John Brown boards the 07.43 from Surbiton and strikes up a conversation with his wrist watch. He tells it to divert his office phone to voicemail for the morning, asks for the latest stock prices from the Hang Seng, dictates a couple of letters, then tells the watch to call his bookmaker.

If he did this today, the only effect would be that he'd get the train compartment to himself, since he would be taken for a madman. But within five years, his only problem might be how to make himself heard above the sound of his fellow passengers all bellowing at their own watches.

Much of the necessary technology for this scenario already exists. Mobile phones like the Genie or Spark from Philips can understand up to a dozen pre-recorded short dialling instructions, such as 'office' or 'bookie'.

Philips claims phones with vocabularies of 50 or more words are already feasible.

Japan's national telephone company, NTT, piloted a voice-controlled, watch-sized phone at the winter Olympics, and Seiko has just launched a wrist watch computer, the Ruputer, in Japan.

Swatch says a GSM version of its Swatch Talk wrist watch phone will go on sale next year, although this will not be voice controlled. And the first generation Swatch Talk, which operates as a domestic cordless phone with a 300m range, should be in the shops by Christmas.

But effective voice recognition requires a lot of computing power, which is difficult to provide in a small mobile device - hence the limited vocabulary of phones such as the Genie.

The alternative is to put voice recognition software on the phone network.

This enables more fancy functions and allows users to take advantage of technology updates without buying another phone. It will give the ability to deploy applications that were previously impracticable on a touch-tone phone.

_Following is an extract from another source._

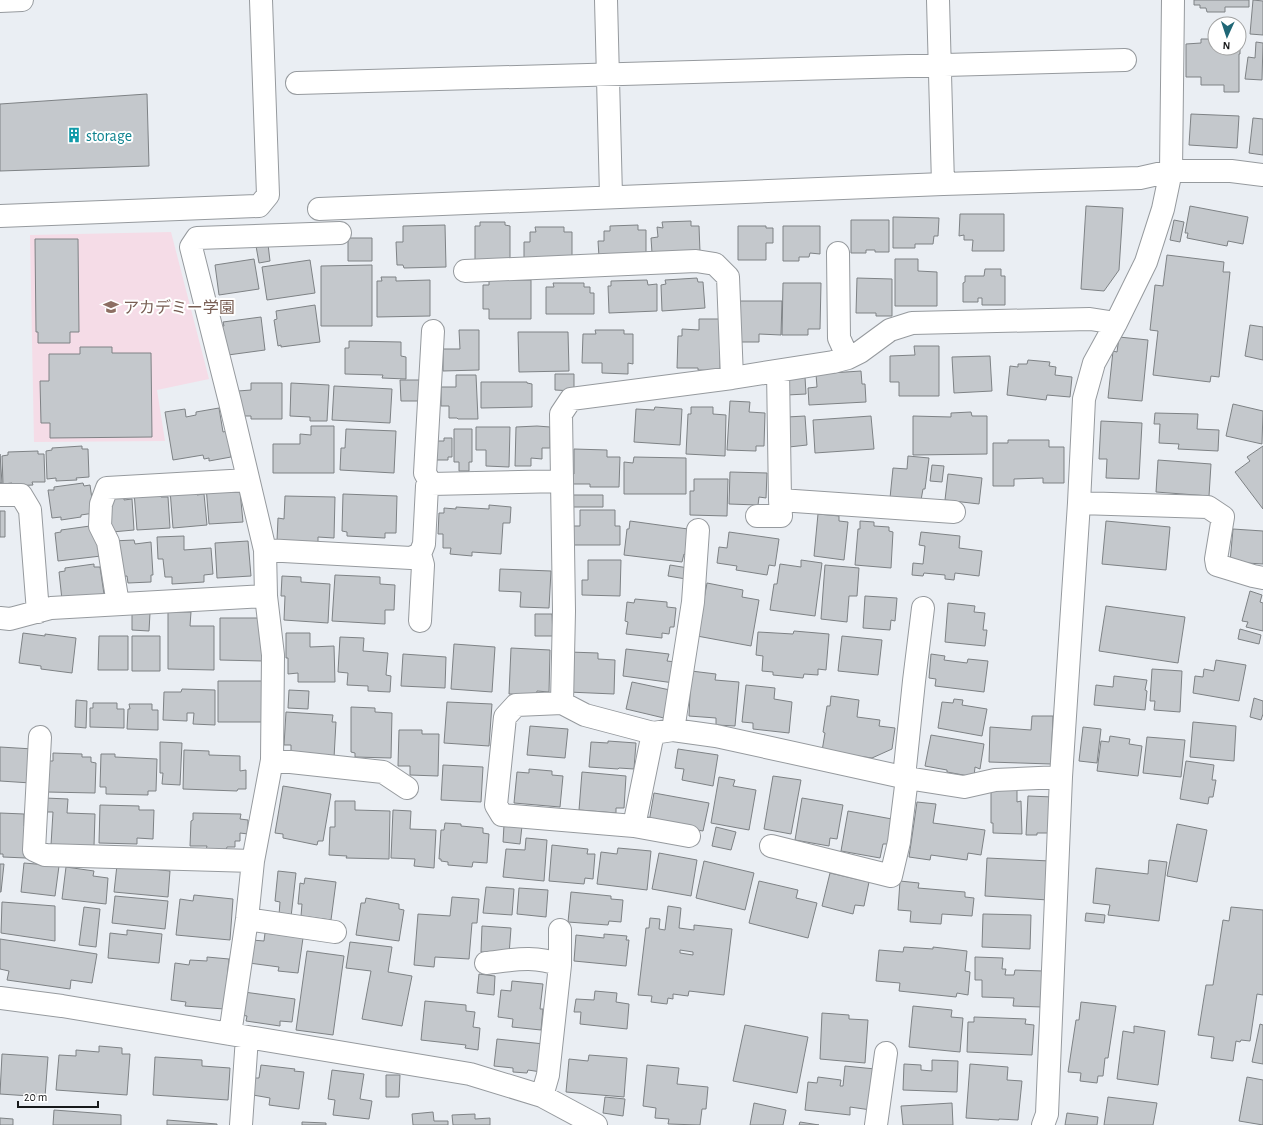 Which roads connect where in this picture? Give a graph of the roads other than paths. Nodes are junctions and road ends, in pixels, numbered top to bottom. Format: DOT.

You would be able to say: 'Get me the latest on the FTSE Index', or 'Transfer calls from my office to my mobile phone between 3pm and 5pm', or 'Play my last three voicemail messages from Bill'. You would have the beginnings of your own voice-controlled personal assistant, with scheduling, diary, address book and so on.

Voice-controlled phones would also be much safer for drivers to use.

According to the Transport Research Laboratory, dialling a number can be as distracting as trying to read a map while driving. Voice-controlled dialling needs no hands.

In February and March, Cellnet piloted a service which lets customers dictate documents via their mobile phones. These were converted using a voice recognition system from British software company Speech Machines, checked by human operators then emailed back to the customer. Cellnet hopes to launch the service later this year, subject to agreement with Speech Machines.

So if you get a letter which begins 'diddle-de-dum, diddle-de-dum', you'll know where it was composed.

Paul Bray is a freelance IT journalist.